Global Times (2013-10-14 P16)
By George N. Tzogopoulos
Illustration: Liu Rui/GT

Illustration: Liu Rui/GT


As the Greek crisis keeps unfolding, the country has seen its far-right Golden Dawn party become the third most popular party, after the governing conservative New Democracy party and the main opposition party Syriza.
Since the national election of June 2012, members of the Golden Dawn have attempted to increase their influence by criticizing status quo politicians, distributing food for poor and unemployed Greeks, protecting old people, employing nationalist rhetoric, replacing the role of the police, dismissing illegal immigrants, and blaming foreign creditors of Greece.
With its anti-systemic and anti-establishment umbrella, the Golden Dawn portrays itself as a new political force that could punish those responsible for the current drama, tackle corruption and liberate Greece from its economic submission to Germany and the IMF.
But this doesn't alter the violent fascism of the Golden Dawn. Members of the party have not refrained from using violence against immigrants and also political opponents. It is fortunate that according to a latest poll, most Greeks support cracking down this far-right party for criminal charges.
The murder of hip hop artist Pavlos Fyssas by a Golden Dawn thug on September 18 was the most tragic example, which shocked not only Greece but also its international partners.
Golden Dawn leaders and members not only admire Adolf Hitler in their writing, but openly offer Nazi salutes.

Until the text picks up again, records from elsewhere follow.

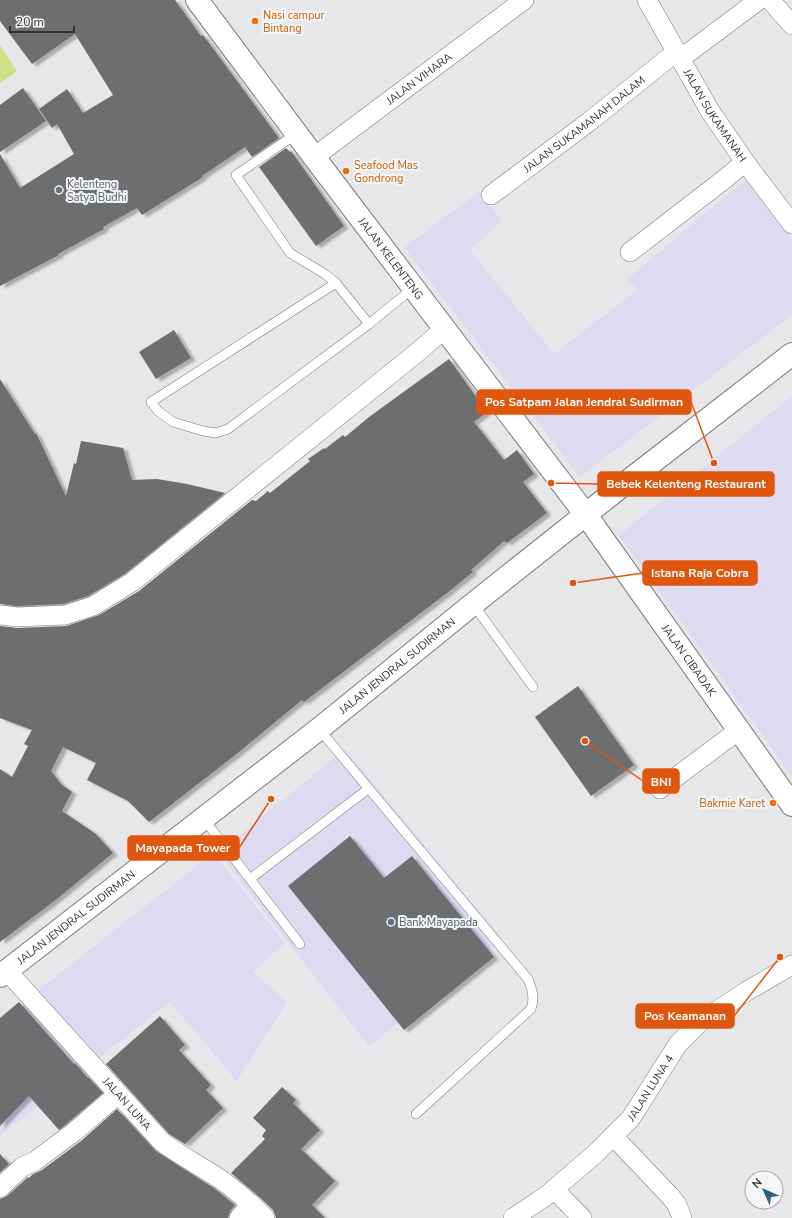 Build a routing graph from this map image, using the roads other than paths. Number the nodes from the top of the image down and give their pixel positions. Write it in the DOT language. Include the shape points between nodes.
graph roads {
  1 [pos="197,0"];
  2 [pos="524,0"];
  3 [pos="647,0"];
  4 [pos="758,0"];
  5 [pos="770,0"];
  6 [pos="792,25"];
  7 [pos="678,56"];
  8 [pos="296,134"];
  9 [pos="314,157"];
  10 [pos="745,162"];
  11 [pos="491,195"];
  12 [pos="792,224"];
  13 [pos="630,252"];
  14 [pos="336,282"];
  15 [pos="413,288"];
  16 [pos="370,324"];
  17 [pos="444,329"];
  18 [pos="788,359"];
  19 [pos="586,515"];
  20 [pos="473,604"];
  21 [pos="0,615"];
  22 [pos="533,687"];
  23 [pos="319,729"];
  24 [pos="739,730"];
  25 [pos="368,789"];
  26 [pos="660,790"];
  27 [pos="792,805"];
  28 [pos="203,818"];
  29 [pos="250,879"];
  30 [pos="300,944"];
  31 [pos="792,965"];
  32 [pos="3,974"];
  33 [pos="118,1094"];
  34 [pos="416,1114"];
  35 [pos="613,1136"];
  36 [pos="0,1188"];
  37 [pos="554,1189"];
  38 [pos="245,1211"];
  39 [pos="264,1218"];
  40 [pos="513,1218"];
  41 [pos="582,1218"];
  42 [pos="682,1218"];
  1 -- 8 [label="main road, JALAN KELENTENG"];
  2 -- 9 [label="street, JALAN VIHARA"];
  3 -- 7 [label="street, JALAN SUKAMANAH"];
  4 -- 7 [label="street, JALAN SUKAMANAH DALAM"];
  5 -- 6 [label="street"];
  7 -- 10 [label="street, JALAN SUKAMANAH" via="710,111"];
  7 -- 11 [label="street, JALAN SUKAMANAH DALAM"];
  8 -- 9 [label="main road, JALAN KELENTENG"];
  8 -- 14 [label="lane" via="236,175 290,253"];
  9 -- 15 [label="main road, JALAN KELENTENG"];
  10 -- 12 [label="street, JALAN SUKAMANAH"];
  10 -- 13 [label="street"];
  14 -- 16 [label="lane"];
  14 -- 16 [label="lane" via="151,402 172,422 216,433 228,429"];
  15 -- 16 [label="lane"];
  15 -- 17 [label="main road, JALAN KELENTENG"];
  17 -- 19 [label="main road, JALAN KELENTENG"];
  17 -- 21 [label="street" via="132,582 93,606 65,615"];
  18 -- 19 [label="main road, JALAN JENDRAL SUDIRMAN"];
  19 -- 20 [label="main road, JALAN JENDRAL SUDIRMAN"];
  19 -- 24 [label="main road, JALAN CIBADAK"];
  20 -- 22 [label="lane"];
  20 -- 23 [label="main road, JALAN JENDRAL SUDIRMAN"];
  23 -- 25 [label="lane"];
  23 -- 28 [label="main road, JALAN JENDRAL SUDIRMAN"];
  24 -- 26 [label="street"];
  24 -- 27 [label="main road, JALAN CIBADAK"];
  25 -- 29 [label="lane"];
  25 -- 34 [label="lane" via="528,979 533,995 531,1009"];
  28 -- 29 [label="lane"];
  28 -- 32 [label="main road, JALAN JENDRAL SUDIRMAN"];
  29 -- 30 [label="lane"];
  31 -- 35 [label="street, JALAN LUNA 4" via="700,1022 678,1044 631,1118"];
  32 -- 33 [label="street, JALAN LUNA"];
  33 -- 36 [label="street" via="74,1132 35,1161 22,1167"];
  33 -- 38 [label="street, JALAN LUNA" via="162,1142 220,1179"];
  35 -- 37 [label="street, JALAN LUNA 4"];
  35 -- 42 [label="street" via="671,1197"];
  37 -- 40 [label="street, JALAN LUNA 4"];
  37 -- 41 [label="street"];
  38 -- 39 [label="street, JALAN LUNA"];
}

Following the killing of Fyssas, the Greek government started investigation and decided on the party's nature as a criminal organization. Greek Prime Minister Antonis Samaras is proud of the crackdown on neo-nazis. Athens also counts on warm support from the part of Brussels.
It is time to wait for the Greek judicial authorities to properly do their work and finally issue a judgment. Nonetheless, whatever the court decision will suggest, and even if it will condemn the criminal activities of Golden Dawn members, it will not be sufficient to bury fascism.
Important as it is, Athens' policy is only placed within the framework of mitigation. It endeavors to limit the effects of the problem rather than to eliminate its roots.
A much more efficient strategy could be based on the dogma of prevention. The fact that the Golden Dawn leadership is fascist does not mean that voters of the party necessarily share the same ideology.
They are victims of the ongoing crisis, and feel an inner need to react and protest. Therefore, if they see that Greek politicians finally deciding to equally distribute the pain of the crisis, putting national interests above political ones, acknowledging their catastrophic mistakes, and dealing with poverty and unemployment, they will not vote again for the Golden Dawn or for a new party with a similar ideology.
But Greek politicians are more interested in their survival than in tackling fascism.
For the conservative New Democracy party, their first priority is wooing Golden Dawn voters to their right-wing faction. For its part, the leftist Syriza is economical in applauding the arrest of Golden Dawn members, which would have otherwise highly endorsed publicly, because it believes that the government will attempt to capitalize on political gains.
The cynicism in domestic politics in Greece is such that the government and the main opposition cannot build on consensus and cooperate even while the leader of the far-right party is staying in prison.
A definite crackdown on the Golden Dawn will possibly take place in coming months. But unless the real issues are dealt with, the hydra of fascism will sprout more heads under different names.